Delivering more of what employees want through benefit allowances
Increasingly, employers are looking to give employees greater flexibility and freedom through benefits. However, adding hundreds of benefits to a scheme to try and achieve flexibility and freedom for an entire workforce is not only difficult and admin heavy, it's never going to meet the myriad of different needs and interests that employees have.
Flex funds and allowances solve the challenges that employers are facing by delivering greater relevance and flexibility within their benefits provision, and they put choice firmly back in the hands of the employee. Individuals can spend a set amount of money on benefits that add value to them on a personal level. That could be a middle-aged employee in India buying maternity cover – to ensure they can take paid maternity leave - or adding a child or parent to their health insurance plan; or it could be a young employee in Singapore buying additional annual leave. It’s all about letting people choose the benefits that are relevant to them and their lifestyle.

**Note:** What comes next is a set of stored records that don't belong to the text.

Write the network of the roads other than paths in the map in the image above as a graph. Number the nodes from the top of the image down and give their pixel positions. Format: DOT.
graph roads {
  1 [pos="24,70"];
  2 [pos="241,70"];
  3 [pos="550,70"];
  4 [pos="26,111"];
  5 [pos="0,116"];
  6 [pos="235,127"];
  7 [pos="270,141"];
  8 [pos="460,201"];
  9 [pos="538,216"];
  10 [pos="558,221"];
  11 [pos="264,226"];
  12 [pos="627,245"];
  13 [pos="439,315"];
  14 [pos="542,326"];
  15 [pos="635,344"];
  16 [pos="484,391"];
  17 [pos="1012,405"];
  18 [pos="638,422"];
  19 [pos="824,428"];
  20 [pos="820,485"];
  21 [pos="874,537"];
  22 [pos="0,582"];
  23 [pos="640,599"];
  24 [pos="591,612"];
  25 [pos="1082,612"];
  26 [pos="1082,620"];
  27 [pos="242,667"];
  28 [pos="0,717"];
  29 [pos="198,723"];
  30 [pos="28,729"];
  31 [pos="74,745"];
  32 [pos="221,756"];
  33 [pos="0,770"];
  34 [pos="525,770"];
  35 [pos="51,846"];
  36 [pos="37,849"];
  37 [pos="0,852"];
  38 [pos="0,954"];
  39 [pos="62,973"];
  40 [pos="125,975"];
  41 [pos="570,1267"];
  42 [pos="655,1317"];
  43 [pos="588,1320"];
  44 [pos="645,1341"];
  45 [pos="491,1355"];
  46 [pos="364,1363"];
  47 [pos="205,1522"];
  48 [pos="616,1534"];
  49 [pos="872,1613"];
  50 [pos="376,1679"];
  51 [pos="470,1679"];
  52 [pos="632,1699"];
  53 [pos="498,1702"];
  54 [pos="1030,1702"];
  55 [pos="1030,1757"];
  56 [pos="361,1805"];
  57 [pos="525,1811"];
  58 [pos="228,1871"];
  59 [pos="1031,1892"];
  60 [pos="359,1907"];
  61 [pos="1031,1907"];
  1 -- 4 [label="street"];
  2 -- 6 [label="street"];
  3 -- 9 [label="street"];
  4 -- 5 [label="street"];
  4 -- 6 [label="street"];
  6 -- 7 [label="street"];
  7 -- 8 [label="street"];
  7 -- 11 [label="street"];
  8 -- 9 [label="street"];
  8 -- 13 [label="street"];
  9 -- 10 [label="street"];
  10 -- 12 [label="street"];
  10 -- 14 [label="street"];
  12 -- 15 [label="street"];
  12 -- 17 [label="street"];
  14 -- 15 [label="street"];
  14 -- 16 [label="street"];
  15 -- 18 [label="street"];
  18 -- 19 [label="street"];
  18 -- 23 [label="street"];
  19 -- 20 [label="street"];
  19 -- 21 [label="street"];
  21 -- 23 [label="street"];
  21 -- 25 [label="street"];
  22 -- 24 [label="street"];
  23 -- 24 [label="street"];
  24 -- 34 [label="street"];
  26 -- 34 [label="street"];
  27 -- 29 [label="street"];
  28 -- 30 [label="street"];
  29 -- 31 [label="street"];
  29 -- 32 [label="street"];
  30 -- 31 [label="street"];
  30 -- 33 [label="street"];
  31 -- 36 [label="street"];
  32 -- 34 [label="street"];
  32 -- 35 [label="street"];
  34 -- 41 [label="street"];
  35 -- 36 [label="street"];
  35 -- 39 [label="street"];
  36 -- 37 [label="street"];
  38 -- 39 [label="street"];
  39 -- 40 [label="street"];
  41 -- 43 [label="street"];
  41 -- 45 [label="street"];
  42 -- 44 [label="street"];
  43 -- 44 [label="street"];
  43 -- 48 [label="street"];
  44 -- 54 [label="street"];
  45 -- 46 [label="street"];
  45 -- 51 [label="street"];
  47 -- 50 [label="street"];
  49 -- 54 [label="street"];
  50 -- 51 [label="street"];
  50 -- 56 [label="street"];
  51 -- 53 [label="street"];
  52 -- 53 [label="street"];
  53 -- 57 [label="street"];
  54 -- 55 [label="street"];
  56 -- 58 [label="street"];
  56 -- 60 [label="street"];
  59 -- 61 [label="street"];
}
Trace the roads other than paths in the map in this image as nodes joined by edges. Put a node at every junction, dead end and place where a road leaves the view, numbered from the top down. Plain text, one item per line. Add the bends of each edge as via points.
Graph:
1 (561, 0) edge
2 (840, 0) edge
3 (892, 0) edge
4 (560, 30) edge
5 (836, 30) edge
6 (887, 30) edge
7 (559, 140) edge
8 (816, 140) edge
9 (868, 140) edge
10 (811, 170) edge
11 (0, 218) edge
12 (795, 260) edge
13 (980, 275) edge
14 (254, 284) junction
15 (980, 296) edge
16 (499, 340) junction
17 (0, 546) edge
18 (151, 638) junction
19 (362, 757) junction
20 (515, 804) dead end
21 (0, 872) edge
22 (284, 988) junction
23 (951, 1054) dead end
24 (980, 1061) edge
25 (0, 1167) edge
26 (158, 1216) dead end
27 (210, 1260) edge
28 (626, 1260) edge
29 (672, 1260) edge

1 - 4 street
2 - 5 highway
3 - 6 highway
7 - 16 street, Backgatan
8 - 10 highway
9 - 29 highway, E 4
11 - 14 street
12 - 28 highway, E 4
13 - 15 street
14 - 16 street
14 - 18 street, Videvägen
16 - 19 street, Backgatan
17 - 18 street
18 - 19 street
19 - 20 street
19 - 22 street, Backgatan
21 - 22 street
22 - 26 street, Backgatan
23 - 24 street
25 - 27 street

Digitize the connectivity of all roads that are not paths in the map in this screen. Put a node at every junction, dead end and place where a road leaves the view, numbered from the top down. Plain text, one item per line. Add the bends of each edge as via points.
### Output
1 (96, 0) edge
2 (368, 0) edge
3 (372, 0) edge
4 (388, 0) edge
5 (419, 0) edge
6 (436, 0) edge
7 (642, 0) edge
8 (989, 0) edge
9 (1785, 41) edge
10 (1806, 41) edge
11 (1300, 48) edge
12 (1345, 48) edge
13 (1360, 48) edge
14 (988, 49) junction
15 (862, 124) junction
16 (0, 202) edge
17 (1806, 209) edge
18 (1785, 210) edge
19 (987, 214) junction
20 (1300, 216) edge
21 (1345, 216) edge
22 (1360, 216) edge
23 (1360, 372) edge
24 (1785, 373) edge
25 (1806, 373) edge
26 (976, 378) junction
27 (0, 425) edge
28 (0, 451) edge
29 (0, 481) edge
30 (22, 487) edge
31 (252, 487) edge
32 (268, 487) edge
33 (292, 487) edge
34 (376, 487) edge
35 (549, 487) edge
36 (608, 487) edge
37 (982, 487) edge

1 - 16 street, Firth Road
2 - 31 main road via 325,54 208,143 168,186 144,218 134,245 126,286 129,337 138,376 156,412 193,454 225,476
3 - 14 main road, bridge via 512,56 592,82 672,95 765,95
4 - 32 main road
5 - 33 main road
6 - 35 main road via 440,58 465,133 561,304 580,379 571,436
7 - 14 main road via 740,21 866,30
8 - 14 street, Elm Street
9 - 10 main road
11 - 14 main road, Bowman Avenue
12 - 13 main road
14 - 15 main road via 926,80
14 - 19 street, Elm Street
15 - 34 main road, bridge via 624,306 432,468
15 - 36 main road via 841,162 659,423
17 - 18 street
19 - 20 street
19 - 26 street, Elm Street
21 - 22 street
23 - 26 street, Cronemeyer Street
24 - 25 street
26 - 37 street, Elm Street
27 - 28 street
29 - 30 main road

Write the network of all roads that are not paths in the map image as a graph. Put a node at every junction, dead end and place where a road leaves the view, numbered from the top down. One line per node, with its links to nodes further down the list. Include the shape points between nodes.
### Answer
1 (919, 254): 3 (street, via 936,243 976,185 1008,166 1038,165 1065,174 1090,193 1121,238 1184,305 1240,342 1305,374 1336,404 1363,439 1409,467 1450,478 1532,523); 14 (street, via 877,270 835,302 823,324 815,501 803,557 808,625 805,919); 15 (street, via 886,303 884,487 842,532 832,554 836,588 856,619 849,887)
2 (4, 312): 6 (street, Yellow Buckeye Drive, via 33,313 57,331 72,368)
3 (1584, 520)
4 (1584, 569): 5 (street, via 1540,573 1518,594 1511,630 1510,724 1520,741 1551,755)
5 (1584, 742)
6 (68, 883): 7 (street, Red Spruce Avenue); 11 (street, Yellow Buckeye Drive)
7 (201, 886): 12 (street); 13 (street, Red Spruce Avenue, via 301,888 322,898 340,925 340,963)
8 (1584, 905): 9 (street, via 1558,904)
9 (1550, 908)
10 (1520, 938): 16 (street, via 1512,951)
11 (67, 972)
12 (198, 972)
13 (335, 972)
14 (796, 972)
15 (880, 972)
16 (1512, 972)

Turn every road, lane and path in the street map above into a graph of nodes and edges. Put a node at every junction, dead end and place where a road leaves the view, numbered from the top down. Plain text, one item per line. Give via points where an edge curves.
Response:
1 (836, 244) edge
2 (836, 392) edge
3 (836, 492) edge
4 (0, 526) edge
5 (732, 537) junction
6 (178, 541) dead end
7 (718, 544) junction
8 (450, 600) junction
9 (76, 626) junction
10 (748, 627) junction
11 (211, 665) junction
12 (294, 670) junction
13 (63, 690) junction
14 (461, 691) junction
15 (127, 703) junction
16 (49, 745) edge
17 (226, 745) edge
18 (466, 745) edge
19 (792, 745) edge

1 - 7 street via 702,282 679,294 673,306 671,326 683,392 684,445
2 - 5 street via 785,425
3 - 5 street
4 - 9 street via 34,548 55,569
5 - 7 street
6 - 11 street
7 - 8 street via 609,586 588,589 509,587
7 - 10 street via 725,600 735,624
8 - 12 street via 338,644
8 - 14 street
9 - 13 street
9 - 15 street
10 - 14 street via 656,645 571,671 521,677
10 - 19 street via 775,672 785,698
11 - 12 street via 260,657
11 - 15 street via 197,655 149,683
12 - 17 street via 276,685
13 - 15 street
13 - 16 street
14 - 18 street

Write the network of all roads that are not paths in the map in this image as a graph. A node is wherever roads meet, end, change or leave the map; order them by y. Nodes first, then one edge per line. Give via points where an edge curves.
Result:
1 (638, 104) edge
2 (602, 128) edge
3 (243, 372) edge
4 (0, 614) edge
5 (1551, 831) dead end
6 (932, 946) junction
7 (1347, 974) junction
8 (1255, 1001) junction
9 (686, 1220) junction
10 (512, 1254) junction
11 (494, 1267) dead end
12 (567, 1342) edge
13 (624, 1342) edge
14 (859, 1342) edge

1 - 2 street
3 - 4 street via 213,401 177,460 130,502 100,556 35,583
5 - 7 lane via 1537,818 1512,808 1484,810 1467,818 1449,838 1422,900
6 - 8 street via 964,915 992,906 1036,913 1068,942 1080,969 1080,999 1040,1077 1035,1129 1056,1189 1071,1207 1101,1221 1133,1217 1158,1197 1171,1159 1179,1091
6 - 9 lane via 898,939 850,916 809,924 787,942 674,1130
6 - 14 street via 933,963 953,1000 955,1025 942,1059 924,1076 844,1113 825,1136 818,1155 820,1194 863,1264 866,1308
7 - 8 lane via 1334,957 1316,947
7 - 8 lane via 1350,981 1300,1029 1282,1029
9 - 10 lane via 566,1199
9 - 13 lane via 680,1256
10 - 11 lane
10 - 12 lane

Benefits allowances are another way to deliver the ultimate flexibility within benefits provision – ease and simplicity for employers, who can offer benefits in areas which currently sit outside of their provision; and flexibility and speed for employees who aren’t restricted by the limitations of a specific set of providers. Wellbeing allowances are becoming more popular in regions where benefits options are limited and they enable employees to spend on anything wellbeing-related, within the parameters set by the organisation. For instance, an employee can use their allowance to join a gym, join a tennis club, for a yoga class or even buy a pair of running shoes. Organisations are still supporting employees’ physical and mental wellbeing, but they’re able to do so in a far more relevant way.
Crucially, employers can set rules and limits around how employees are spending this money – for instance, they can prescribe what proportion of an employee’s allowance goes on health, or fitness, or learning, or whatever categories they specify. These parameters can also ensure that, despite the flexibility and freedom that allowances create, benefits are still aligned with the company’s values and benefits strategy. The major driver for benefits provisions now is ‘how do we become as competitive as we can in the labour market?’, and that is true across all countries and industries. It’s not enough to just be competitive on pay; employees are increasingly looking at the whole package and really delving in to what benefits are on offer, and their value to them.
“The challenge for global employers is how to stay competitive by offering valuable, relevant benefits in multiple markets. It’s hugely time consuming to source benefits such as gym membership or health assessments locally. Therefore, employers are using allowances to give employees the choice and flexibility they want, and to deliver a more consistent approach to benefits across their international workforce.
Benefit allowances are already prevalent in many European countries and across Asia, and they are rapidly becoming more popular in the UK, where they tend to complement, rather than replace, traditional benefits schemes. Employees still want the structure and security of a platform which offers key financial protections and insurances – allowances can provide an additional level of flexibility above that.
We’ve seen a major uplift over the last 12 months in the number of employers looking to use our platform to deliver allowances. And this trend is likely to accelerate in 2024.”